RECORD EXTRACTS Block Start

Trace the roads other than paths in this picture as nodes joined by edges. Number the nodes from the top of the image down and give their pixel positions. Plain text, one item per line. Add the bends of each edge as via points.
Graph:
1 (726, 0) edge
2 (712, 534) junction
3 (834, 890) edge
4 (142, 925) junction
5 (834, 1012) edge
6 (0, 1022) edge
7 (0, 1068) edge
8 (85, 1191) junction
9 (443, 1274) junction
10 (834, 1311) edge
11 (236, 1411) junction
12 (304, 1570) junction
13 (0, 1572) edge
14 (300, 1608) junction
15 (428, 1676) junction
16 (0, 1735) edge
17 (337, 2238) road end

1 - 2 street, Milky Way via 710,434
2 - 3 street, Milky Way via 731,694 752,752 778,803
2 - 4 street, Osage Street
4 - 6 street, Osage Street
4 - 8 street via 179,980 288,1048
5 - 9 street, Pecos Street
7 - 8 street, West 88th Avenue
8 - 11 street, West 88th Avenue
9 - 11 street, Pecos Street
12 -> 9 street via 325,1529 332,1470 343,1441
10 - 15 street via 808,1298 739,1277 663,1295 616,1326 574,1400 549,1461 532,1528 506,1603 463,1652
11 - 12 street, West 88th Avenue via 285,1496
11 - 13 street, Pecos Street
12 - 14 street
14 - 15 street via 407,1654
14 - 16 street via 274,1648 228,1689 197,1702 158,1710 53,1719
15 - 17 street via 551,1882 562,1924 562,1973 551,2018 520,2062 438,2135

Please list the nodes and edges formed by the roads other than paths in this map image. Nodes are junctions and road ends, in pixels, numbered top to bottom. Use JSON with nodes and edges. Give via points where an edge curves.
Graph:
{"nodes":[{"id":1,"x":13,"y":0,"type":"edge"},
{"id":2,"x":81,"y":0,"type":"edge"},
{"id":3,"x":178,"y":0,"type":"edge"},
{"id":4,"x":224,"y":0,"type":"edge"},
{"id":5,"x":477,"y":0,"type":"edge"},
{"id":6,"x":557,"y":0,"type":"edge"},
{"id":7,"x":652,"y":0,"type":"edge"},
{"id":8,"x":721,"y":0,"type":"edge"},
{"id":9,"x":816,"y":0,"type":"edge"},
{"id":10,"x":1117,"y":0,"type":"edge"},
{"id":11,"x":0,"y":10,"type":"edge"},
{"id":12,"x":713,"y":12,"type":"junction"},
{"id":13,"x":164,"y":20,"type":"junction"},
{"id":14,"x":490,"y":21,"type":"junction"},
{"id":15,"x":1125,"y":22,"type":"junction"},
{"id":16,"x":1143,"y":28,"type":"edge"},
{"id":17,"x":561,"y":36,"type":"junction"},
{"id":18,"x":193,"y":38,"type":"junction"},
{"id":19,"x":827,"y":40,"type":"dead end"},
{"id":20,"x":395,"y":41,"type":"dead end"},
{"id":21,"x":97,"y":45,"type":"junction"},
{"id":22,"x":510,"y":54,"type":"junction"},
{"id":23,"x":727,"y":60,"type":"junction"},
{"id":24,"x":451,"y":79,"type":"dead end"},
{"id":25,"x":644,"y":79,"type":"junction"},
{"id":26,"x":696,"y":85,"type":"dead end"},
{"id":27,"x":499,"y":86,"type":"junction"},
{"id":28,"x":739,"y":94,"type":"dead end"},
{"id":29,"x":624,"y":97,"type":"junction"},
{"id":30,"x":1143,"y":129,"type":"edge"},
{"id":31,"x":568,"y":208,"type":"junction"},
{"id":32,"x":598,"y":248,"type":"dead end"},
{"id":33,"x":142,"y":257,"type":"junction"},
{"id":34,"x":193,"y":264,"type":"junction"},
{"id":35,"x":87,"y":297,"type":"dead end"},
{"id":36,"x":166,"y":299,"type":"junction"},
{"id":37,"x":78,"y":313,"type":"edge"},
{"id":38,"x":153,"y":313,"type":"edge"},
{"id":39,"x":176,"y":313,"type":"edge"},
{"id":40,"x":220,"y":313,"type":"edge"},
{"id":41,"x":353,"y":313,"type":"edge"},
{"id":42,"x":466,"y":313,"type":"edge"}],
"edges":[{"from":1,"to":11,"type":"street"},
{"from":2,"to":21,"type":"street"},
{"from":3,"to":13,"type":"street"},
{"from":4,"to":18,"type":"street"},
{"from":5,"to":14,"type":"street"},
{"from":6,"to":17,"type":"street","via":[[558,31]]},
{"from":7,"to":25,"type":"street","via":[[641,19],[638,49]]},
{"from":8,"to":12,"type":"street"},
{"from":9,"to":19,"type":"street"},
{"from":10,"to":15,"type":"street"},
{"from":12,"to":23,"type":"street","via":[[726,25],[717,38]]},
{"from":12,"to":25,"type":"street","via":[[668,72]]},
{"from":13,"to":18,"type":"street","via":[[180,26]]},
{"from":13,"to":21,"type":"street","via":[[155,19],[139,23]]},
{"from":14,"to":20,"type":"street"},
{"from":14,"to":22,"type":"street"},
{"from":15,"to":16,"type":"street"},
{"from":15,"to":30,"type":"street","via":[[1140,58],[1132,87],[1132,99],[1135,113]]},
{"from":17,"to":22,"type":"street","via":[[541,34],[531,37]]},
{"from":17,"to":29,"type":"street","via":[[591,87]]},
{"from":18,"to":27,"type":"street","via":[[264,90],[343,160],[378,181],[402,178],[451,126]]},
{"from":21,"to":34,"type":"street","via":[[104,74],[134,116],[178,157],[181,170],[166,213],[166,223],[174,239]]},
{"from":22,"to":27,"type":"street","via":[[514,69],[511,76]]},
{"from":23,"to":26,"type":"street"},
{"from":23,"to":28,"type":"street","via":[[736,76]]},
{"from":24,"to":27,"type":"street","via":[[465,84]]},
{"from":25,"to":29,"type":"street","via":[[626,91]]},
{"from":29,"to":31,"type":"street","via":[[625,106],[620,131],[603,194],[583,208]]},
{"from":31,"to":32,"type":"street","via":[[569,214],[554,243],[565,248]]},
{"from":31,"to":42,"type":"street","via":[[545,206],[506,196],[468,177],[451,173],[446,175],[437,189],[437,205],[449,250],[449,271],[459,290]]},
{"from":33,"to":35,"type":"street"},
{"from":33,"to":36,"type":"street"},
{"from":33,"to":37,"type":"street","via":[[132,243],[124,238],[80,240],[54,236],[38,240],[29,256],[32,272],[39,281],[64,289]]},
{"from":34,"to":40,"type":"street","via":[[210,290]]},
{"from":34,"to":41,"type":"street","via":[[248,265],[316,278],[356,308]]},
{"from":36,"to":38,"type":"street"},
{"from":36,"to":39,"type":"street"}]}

RECORD EXTRACTS Block End

▶ **PROBLEM TO SOLVE**
Tally the lines of the records that contain the word "Pecos", then give only the tally.

▶ **WRITTEN RESPONSE**
3